START Source material

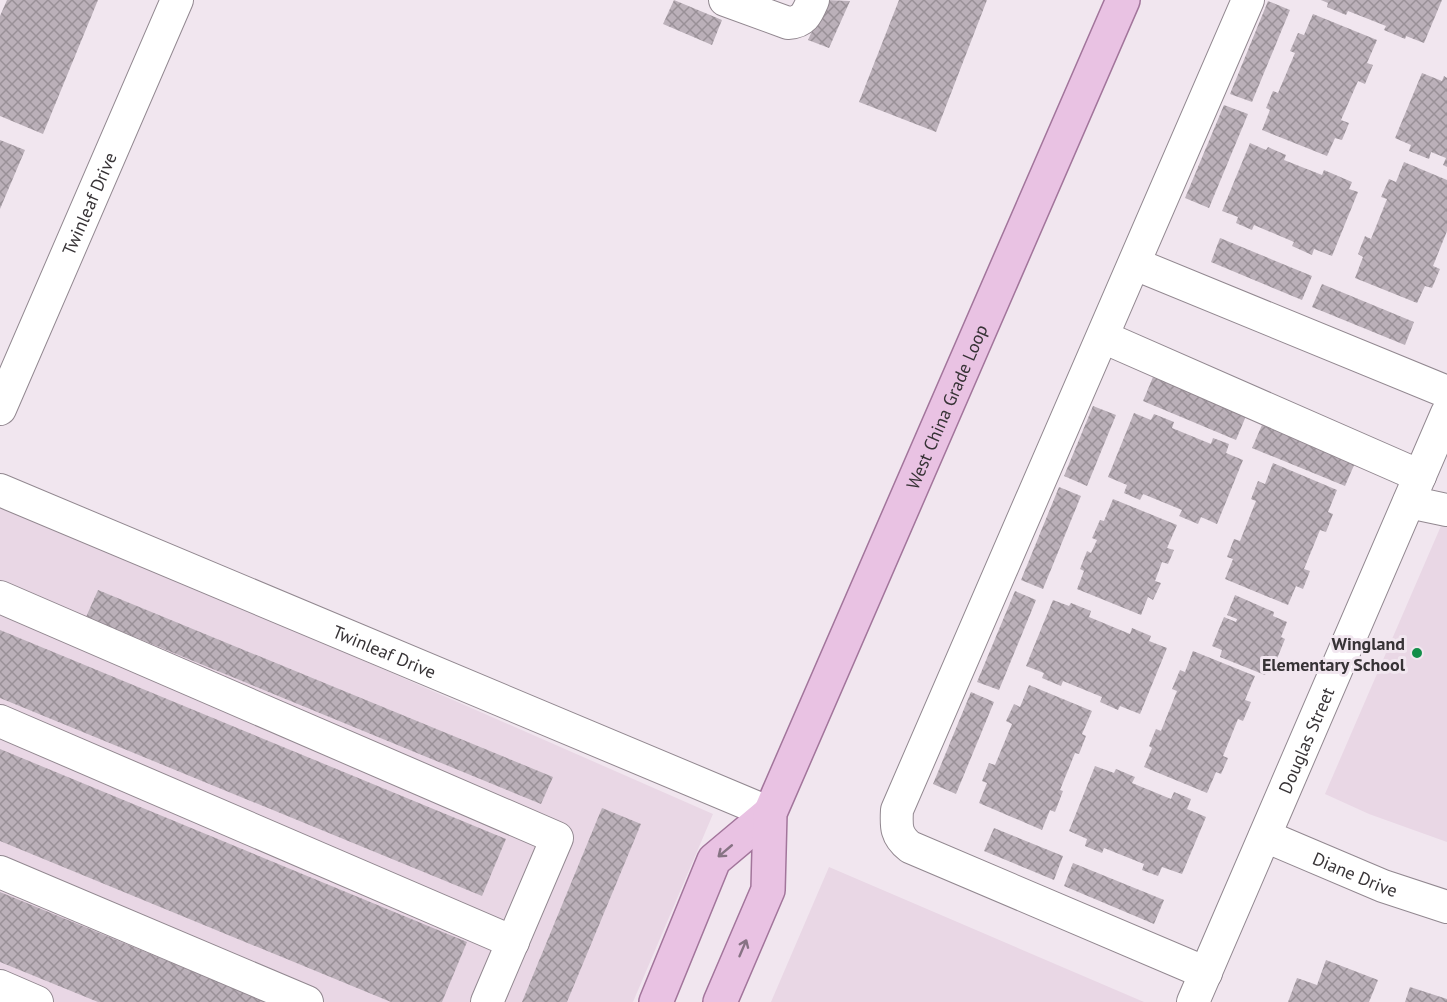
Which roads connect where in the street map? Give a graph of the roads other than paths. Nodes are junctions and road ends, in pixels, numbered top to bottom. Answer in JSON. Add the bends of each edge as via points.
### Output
{"nodes":[{"id":1,"x":177,"y":0,"type":"edge"},
{"id":2,"x":725,"y":0,"type":"edge"},
{"id":3,"x":813,"y":0,"type":"edge"},
{"id":4,"x":1123,"y":0,"type":"edge"},
{"id":5,"x":1248,"y":0,"type":"edge"},
{"id":6,"x":1134,"y":264,"type":"junction"},
{"id":7,"x":1103,"y":337,"type":"junction"},
{"id":8,"x":1447,"y":392,"type":"edge"},
{"id":9,"x":0,"y":409,"type":"edge"},
{"id":10,"x":1447,"y":413,"type":"edge"},
{"id":11,"x":1415,"y":489,"type":"junction"},
{"id":12,"x":0,"y":490,"type":"edge"},
{"id":13,"x":1447,"y":510,"type":"edge"},
{"id":14,"x":0,"y":597,"type":"edge"},
{"id":15,"x":0,"y":721,"type":"edge"},
{"id":16,"x":770,"y":813,"type":"junction"},
{"id":17,"x":1265,"y":836,"type":"junction"},
{"id":18,"x":0,"y":872,"type":"edge"},
{"id":19,"x":1447,"y":907,"type":"edge"},
{"id":20,"x":513,"y":942,"type":"junction"},
{"id":21,"x":1206,"y":973,"type":"junction"},
{"id":22,"x":0,"y":986,"type":"edge"},
{"id":23,"x":37,"y":1002,"type":"edge"},
{"id":24,"x":307,"y":1002,"type":"edge"},
{"id":25,"x":487,"y":1002,"type":"edge"},
{"id":26,"x":656,"y":1002,"type":"edge"},
{"id":27,"x":720,"y":1002,"type":"edge"},
{"id":28,"x":1193,"y":1002,"type":"edge"}],
"edges":[{"from":1,"to":9,"type":"street","name":"Twinleaf Drive"},
{"from":2,"to":3,"type":"street","via":[[788,23],[806,17]]},
{"from":4,"to":16,"type":"main road","name":"West China Grade Loop"},
{"from":5,"to":6,"type":"street"},
{"from":6,"to":7,"type":"street"},
{"from":6,"to":8,"type":"street"},
{"from":7,"to":11,"type":"street"},
{"from":7,"to":21,"type":"street","via":[[897,810],[896,830],[910,847]]},
{"from":10,"to":11,"type":"street","name":"Douglas Street"},
{"from":11,"to":13,"type":"street"},
{"from":11,"to":17,"type":"street","name":"Douglas Street"},
{"from":12,"to":16,"type":"street","name":"Twinleaf Drive"},
{"from":14,"to":20,"type":"street","via":[[557,838]]},
{"from":15,"to":20,"type":"street"},
{"from":16,"to":26,"type":"main road","name":"West China Grade Loop","one_way":true,"via":[[714,860]]},
{"from":27,"to":16,"type":"main road","name":"West China Grade Loop","one_way":true,"via":[[768,890]]},
{"from":17,"to":19,"type":"street","name":"Diane Drive","via":[[1383,886]]},
{"from":17,"to":21,"type":"street","name":"Douglas Street"},
{"from":18,"to":24,"type":"street"},
{"from":20,"to":25,"type":"street"},
{"from":21,"to":28,"type":"street","name":"Douglas Street"},
{"from":22,"to":23,"type":"street"}]}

END Source material

(Task to carry out): Scan the data above for the string "West". Copy every line in which it appears.

(Solved problem):
{"from":4,"to":16,"type":"main road","name":"West China Grade Loop"},
{"from":16,"to":26,"type":"main road","name":"West China Grade Loop","one_way":true,"via":[[714,860]]},
{"from":27,"to":16,"type":"main road","name":"West China Grade Loop","one_way":true,"via":[[768,890]]},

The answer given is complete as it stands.